*Task requirements:* Nothing in the data should be left out or altered when it is retyped.

*Records for the exercise:*
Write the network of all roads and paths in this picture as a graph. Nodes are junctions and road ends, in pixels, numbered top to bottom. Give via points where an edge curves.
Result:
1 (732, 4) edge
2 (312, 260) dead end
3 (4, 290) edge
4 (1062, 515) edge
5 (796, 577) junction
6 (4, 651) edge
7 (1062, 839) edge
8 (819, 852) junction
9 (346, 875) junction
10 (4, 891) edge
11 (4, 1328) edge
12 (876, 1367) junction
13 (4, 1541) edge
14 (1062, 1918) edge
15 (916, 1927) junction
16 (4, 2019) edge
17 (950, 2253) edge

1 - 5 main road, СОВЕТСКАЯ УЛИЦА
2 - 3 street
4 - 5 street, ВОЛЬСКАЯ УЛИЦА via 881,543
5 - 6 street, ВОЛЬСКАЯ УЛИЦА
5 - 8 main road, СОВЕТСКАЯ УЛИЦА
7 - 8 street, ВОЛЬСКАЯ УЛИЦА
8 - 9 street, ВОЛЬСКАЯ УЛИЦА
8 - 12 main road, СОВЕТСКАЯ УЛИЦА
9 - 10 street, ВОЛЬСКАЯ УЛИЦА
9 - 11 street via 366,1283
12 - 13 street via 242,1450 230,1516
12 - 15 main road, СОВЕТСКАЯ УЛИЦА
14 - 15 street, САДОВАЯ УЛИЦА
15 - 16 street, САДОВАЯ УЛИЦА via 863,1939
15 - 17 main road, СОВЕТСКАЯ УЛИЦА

*Answer to this problem:*
Write the network of all roads and paths in this picture as a graph. Nodes are junctions and road ends, in pixels, numbered top to bottom. Give via points where an edge curves.
Result:
1 (732, 4) edge
2 (312, 260) dead end
3 (4, 290) edge
4 (1062, 515) edge
5 (796, 577) junction
6 (4, 651) edge
7 (1062, 839) edge
8 (819, 852) junction
9 (346, 875) junction
10 (4, 891) edge
11 (4, 1328) edge
12 (876, 1367) junction
13 (4, 1541) edge
14 (1062, 1918) edge
15 (916, 1927) junction
16 (4, 2019) edge
17 (950, 2253) edge

1 - 5 main road, СОВЕТСКАЯ УЛИЦА
2 - 3 street
4 - 5 street, ВОЛЬСКАЯ УЛИЦА via 881,543
5 - 6 street, ВОЛЬСКАЯ УЛИЦА
5 - 8 main road, СОВЕТСКАЯ УЛИЦА
7 - 8 street, ВОЛЬСКАЯ УЛИЦА
8 - 9 street, ВОЛЬСКАЯ УЛИЦА
8 - 12 main road, СОВЕТСКАЯ УЛИЦА
9 - 10 street, ВОЛЬСКАЯ УЛИЦА
9 - 11 street via 366,1283
12 - 13 street via 242,1450 230,1516
12 - 15 main road, СОВЕТСКАЯ УЛИЦА
14 - 15 street, САДОВАЯ УЛИЦА
15 - 16 street, САДОВАЯ УЛИЦА via 863,1939
15 - 17 main road, СОВЕТСКАЯ УЛИЦА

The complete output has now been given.